SPRs controlling something as lowlevel and critical as LDST now requiring
*five* 64-bit read ports and two writes? not a snowball in hell's chance
that would get through the ISA WG, the IBM POWER Architects would take
an extremely dim view of such costly operstions.

ldst-with-shift is already pushing the limits.

you really do need to think through the regfile port allocation and
Hazard Management implications, jacob,
you can't just blithely throw features in without thinking through
the micro-architectural implications.
Comment 11 Jacob Lifshay 2022-09-11 14:41:54 BST
(In reply to Luke Kenneth Casson Leighton from comment #10)
> (In reply to Jacob Lifshay from comment #8)
> 
> > i meant to saturate float to the range of those int types, not to convert to
> > an int and back. e.g. 23.5 saturating to u8's range is 23.5, but 300.25 goes
> > to 255.0.
> 
> *click*. using dest elwidth.

*not* using dest elwid (unless it's repurposed for this and not elwid when saturation is enabled). if you have a f32 you may want to saturate to u16 range with a f32 result...

>  i like it.
> is starting to encroach on the reserved space though.
> 
> if nothing else they can be added on top of those
> MODULO-FP operations.
> 
> (In reply to Jacob Lifshay from comment #9)
> > if you're working on the ldst-with-shift, 
> 
> heck no.  way too much else to do.
> 
> > 7 -- wasm mode -- rb indexes bytes -- exact process determined by SPRs (TBD)
> 
> SPRs controlling something as lowlevel and critical as LDST now requiring
> *five* 64-bit read ports and two writes? not a snowball in hell's chance
> that would get through the ISA WG, the IBM POWER Architects would take
> an extremely dim view of such costly operstions.

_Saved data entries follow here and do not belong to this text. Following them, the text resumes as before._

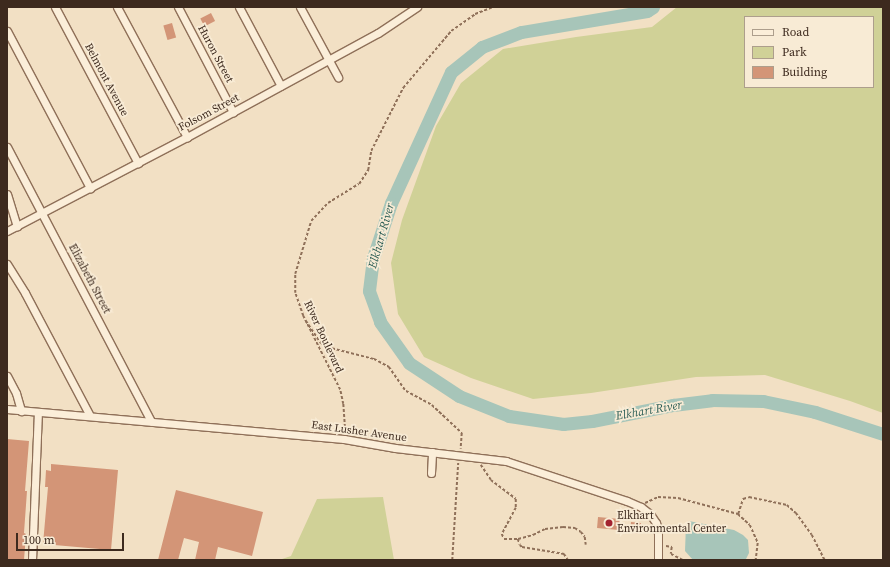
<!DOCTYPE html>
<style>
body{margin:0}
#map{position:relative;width:890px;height:567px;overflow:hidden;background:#f2e0c4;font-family:"Source Serif 4",serif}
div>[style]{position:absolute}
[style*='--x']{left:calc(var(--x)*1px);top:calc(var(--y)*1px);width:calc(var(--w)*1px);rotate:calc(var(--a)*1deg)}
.green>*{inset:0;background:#d0d197}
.water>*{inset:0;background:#a7c5b9}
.river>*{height:13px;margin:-6.5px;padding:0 6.5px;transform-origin:6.5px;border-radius:6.5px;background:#a7c5b9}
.building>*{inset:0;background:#d39577;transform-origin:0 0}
.path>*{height:1.5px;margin-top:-0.75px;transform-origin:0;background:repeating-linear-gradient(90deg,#8f7059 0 3px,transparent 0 5px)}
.roads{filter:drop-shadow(1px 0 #8f7059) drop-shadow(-1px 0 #8f7059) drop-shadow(0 1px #8f7059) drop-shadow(0 -1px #8f7059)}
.minor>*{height:7px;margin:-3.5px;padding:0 3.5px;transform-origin:3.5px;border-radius:3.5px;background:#fbeed9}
.dots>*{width:11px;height:11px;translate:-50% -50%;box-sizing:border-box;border:2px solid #f8ebd5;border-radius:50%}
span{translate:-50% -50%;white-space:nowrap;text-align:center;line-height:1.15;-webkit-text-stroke:3.5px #f8ebd5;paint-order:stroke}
.street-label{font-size:11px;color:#3d2a1e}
.poi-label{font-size:11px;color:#3d2a1e}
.left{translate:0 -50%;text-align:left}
.water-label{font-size:12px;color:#2c5e56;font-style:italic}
.frame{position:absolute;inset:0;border:8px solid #3d2a1e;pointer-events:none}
.legend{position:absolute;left:744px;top:16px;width:130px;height:72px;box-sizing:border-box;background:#f8ebd5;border:1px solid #ad9e8c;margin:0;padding:5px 7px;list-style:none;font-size:12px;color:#3d2a1e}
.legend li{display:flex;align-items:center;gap:8px;height:20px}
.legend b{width:20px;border:1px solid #ad9e8c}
.scale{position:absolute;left:16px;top:533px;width:108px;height:18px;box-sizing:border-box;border:2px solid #3d2a1e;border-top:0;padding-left:5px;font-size:12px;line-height:14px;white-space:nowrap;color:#3d2a1e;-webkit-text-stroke:3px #f8ebd5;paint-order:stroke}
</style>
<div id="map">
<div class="green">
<div style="clip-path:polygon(evenodd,677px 7px,883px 7px,883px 413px,850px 401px,765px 375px,696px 377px,591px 393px,533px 399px,471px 378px,424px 357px,398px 314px,391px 263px,402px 220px,436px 126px,461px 83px,503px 49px,576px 37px,652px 27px,677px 7px,745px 17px,873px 17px,873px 87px,745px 87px,745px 17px)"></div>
<div style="clip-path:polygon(383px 497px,394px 560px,279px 560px,291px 556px,317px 499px)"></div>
</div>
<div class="water">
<div style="clip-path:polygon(689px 521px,734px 530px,743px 535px,748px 540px,749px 553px,746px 559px,693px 560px,685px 551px,686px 524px)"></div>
</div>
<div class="river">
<div style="--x:653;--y:7;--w:7;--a:146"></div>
<div style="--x:647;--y:11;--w:128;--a:170.5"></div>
<div style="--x:521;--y:32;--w:42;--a:159"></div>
<div style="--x:482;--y:47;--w:40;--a:141"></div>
<div style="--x:451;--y:72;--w:144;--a:114.6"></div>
<div style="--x:391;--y:203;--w:58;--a:108.1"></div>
<div style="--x:373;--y:258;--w:33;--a:97"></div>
<div style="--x:369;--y:291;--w:33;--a:70"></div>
<div style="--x:380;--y:322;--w:50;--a:54.7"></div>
<div style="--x:409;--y:363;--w:60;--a:33.4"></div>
<div style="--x:459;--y:396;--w:54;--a:21.8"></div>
<div style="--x:509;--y:416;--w:55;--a:8.4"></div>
<div style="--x:563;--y:424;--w:29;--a:-6"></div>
<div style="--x:592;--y:421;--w:83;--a:-11.2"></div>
<div style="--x:673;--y:405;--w:39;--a:-7"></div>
<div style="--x:712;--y:400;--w:51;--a:1.1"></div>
<div style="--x:763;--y:401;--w:53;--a:11.9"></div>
<div style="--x:815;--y:412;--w:71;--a:17.9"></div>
</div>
<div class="building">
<div style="left:211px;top:13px;width:9px;height:12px;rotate:63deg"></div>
<div style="left:172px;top:23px;width:15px;height:9px;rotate:74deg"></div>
<div style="clip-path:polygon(7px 439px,29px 441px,25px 491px,27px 491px,24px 533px,26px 534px,24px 560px,7px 560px)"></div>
<div style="clip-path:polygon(51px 464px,118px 470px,111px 550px,43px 544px,48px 487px,45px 487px,46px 470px,51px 471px)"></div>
<div style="clip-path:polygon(176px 490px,263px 512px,252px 556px,218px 547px,215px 560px,195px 560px,199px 542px,184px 538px,178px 560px,158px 560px)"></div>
<div style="left:598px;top:517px;width:22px;height:11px;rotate:5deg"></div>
<div style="left:631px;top:522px;width:10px;height:11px;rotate:6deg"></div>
</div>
<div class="path">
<div style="--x:306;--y:321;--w:27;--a:56"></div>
<div style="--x:321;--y:343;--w:7;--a:34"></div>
<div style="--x:327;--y:347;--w:49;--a:14.3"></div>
<div style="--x:374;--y:359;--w:17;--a:28"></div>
<div style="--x:389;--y:367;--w:29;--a:55"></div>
<div style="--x:406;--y:391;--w:30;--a:28"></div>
<div style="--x:432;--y:405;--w:41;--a:43"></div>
<div style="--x:462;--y:433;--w:16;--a:94"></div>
<div style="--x:345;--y:432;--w:28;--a:-94"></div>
<div style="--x:343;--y:404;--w:14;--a:-102"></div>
<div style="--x:340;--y:390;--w:83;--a:-116.6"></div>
<div style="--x:303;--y:316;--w:24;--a:-109"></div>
<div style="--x:295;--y:293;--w:19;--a:-90"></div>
<div style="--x:295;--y:274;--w:55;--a:-73.2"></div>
<div style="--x:311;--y:221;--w:25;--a:-47"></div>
<div style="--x:328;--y:203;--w:36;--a:-32"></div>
<div style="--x:359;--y:184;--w:17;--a:-57"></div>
<div style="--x:368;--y:170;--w:19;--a:-81"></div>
<div style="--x:371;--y:151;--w:71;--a:-63.1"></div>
<div style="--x:403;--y:88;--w:75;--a:-49.9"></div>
<div style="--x:451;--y:31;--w:29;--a:-35"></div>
<div style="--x:475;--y:14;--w:19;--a:-21"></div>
<div style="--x:481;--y:465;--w:18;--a:56"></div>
<div style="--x:491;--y:480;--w:31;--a:37"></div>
<div style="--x:516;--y:499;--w:9;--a:90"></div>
<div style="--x:516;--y:508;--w:30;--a:118"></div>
<div style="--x:502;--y:534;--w:5;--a:68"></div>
<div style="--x:504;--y:539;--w:14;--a:0"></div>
<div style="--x:518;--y:539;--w:16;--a:-15"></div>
<div style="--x:533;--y:535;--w:13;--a:-27"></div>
<div style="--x:545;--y:529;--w:18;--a:-6"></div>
<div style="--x:563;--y:527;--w:12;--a:5"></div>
<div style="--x:575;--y:528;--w:7;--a:34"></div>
<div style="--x:581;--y:532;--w:6;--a:51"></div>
<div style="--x:585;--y:537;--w:8;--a:83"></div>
<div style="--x:645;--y:503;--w:14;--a:-25"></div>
<div style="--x:658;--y:497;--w:20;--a:3"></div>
<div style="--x:678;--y:498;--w:62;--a:14.9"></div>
<div style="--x:738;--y:514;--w:16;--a:43"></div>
<div style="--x:750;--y:525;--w:20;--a:66"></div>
<div style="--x:758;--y:543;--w:17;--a:97"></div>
<div style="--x:738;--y:514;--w:16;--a:-72"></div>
<div style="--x:743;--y:499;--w:6;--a:-18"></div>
<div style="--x:749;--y:497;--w:39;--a:12"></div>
<div style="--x:787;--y:505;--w:12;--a:42"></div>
<div style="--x:796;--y:513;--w:27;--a:54"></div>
<div style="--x:812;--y:535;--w:28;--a:63"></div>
<div style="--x:518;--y:539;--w:6;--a:72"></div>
<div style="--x:520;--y:545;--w:3;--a:45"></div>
<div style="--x:522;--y:547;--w:43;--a:9.5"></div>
<div style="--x:564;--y:554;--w:7;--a:56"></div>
<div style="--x:666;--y:546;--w:6;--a:9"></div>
<div style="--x:672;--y:547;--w:7;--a:98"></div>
<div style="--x:671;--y:554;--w:13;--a:27"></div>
<div style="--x:452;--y:560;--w:97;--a:-86.5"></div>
</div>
<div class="roads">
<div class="minor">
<div style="--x:55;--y:7;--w:177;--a:62"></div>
<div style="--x:117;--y:7;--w:148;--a:61.7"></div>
<div style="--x:178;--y:7;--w:119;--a:62.4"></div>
<div style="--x:239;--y:7;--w:89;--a:62"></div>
<div style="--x:300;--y:7;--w:80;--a:61.5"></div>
<div style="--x:7;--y:31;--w:178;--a:62.1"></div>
<div style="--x:7;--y:147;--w:310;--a:62.3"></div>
<div style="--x:7;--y:194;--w:34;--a:73"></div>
<div style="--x:7;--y:231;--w:203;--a:-27.6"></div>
<div style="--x:187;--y:137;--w:217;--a:-28.6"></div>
<div style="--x:378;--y:33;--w:47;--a:-33.7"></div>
<div style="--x:7;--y:264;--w:34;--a:58"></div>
<div style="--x:25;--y:293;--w:139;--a:62.1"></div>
<div style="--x:7;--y:376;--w:19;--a:62"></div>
<div style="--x:16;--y:393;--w:19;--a:74"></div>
<div style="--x:7;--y:409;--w:338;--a:5.1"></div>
<div style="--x:344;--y:439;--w:52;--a:10"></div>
<div style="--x:395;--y:448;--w:112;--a:6.7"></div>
<div style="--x:506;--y:461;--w:127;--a:18.3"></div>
<div style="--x:627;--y:501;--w:15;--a:23"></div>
<div style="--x:641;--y:507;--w:11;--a:38"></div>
<div style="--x:650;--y:514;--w:11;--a:56"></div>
<div style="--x:656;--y:523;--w:10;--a:79"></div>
<div style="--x:658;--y:533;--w:27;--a:90"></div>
<div style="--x:431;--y:473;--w:21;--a:-87"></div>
<div style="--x:32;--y:560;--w:148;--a:-87.7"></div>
</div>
</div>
<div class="dots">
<div style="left:609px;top:523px;background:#a32330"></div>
</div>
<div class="street-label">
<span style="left:215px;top:54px;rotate:62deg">Huron Street</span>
<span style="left:106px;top:80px;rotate:62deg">Belmont Avenue</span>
<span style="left:209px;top:113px;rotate:-28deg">Folsom Street</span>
<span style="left:89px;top:279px;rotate:62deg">Elizabeth Street</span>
<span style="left:323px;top:337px;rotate:65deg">River Boulevard</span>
<span style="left:359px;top:432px;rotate:8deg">East Lusher Avenue</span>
</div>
<div class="poi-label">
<span class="left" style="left:617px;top:523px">Elkhart<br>Environmental Center</span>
</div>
<div class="water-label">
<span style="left:382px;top:236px;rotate:-74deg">Elkhart River</span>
<span style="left:649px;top:411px;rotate:-10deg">Elkhart River</span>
</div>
<div class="frame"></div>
<ul class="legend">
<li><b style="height:5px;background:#fbeed9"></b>Road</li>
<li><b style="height:11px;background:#d0d197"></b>Park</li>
<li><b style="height:11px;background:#d39577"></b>Building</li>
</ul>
<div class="scale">100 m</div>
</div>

it's fine if they're somewhat more expensive, wasm ld/st isn't a standard ld/st op. they are necessary for wasm performance though, unless you like a 30% performance hit due to constantly needing several more instructions for each ld/st?

> 
> ldst-with-shift is already pushing the limits.
> 
> you really do need to think through the regfile port allocation and
> Hazard Management implications, jacob,
> you can't just blithely throw features in without thinking through
> the micro-architectural implications.

those sprs can be assumed to rarely change, allowing them to be cached at the ld/st alus and requiring a full pipeline flush each time they're changed -- that way they don't need dependency tracking or extra register read ports or a pile of extra wires into the ld/st alus.
Comment 12 Jacob Lifshay 2022-09-11 14:52:43 BST
(In reply to Jacob Lifshay from comment #11)
> (In reply to Luke Kenneth Casson Leighton from comment #10)
> > (In reply to Jacob Lifshay from comment #8)
> > 
> > > i meant to saturate float to the range of those int types, not to convert to
> > > an int and back. e.g. 23.5 saturating to u8's range is 23.5, but 300.25 goes
> > > to 255.0.
> > 
> > *click*. using dest elwidth.
> 
> *not* using dest elwid (unless it's repurposed for this and not elwid when
> saturation is enabled). if you have a f32 you may want to saturate to u16
> range with a f32 result...

actually, if there's room, adding that to svp64 for saturation (changing dest elwid to instead be range to saturate to when saturation is enabled for fp dests) is imho a good idea! just make sure you can still saturate to 0.0 to 1.0 with fp destination type different than src type -- iirc a/v needs that.
Comment 13 Luke Kenneth Casson Leighton 2022-10-03 11:54:52 BST
full review needed, answering question:

    if sv.op RT.scalar RA.scalar RB.scalar is set to "VL=1" is anything lost?

https://libre-soc.org/openpower/sv/svp64/discussion/
Comment 14 Luke Kenneth Casson Leighton 2022-10-04 16:14:23 BST
(In reply to Luke Kenneth Casson Leighton from comment #13)
> full review needed, answering question:
> 
>     if sv.op RT.scalar RA.scalar RB.scalar is set to "VL=1" is anything lost?
> 
> https://libre-soc.org/openpower/sv/svp64/discussion/

answer is yes: predication "are any bits set" effect on nonzeroing,
has to become "is first bit set" on any "sv.op/pm=xx SCALAR,SCALAR,SCALAR"
operation.

this may not be such a great loss compared to being able to drop
recurring "setvl VL=1" instructions
Comment 15 Luke Kenneth Casson Leighton 2023-04-01 00:52:42 BST
additional mode-bit needed for LD/ST-update PI Mode (post-increment).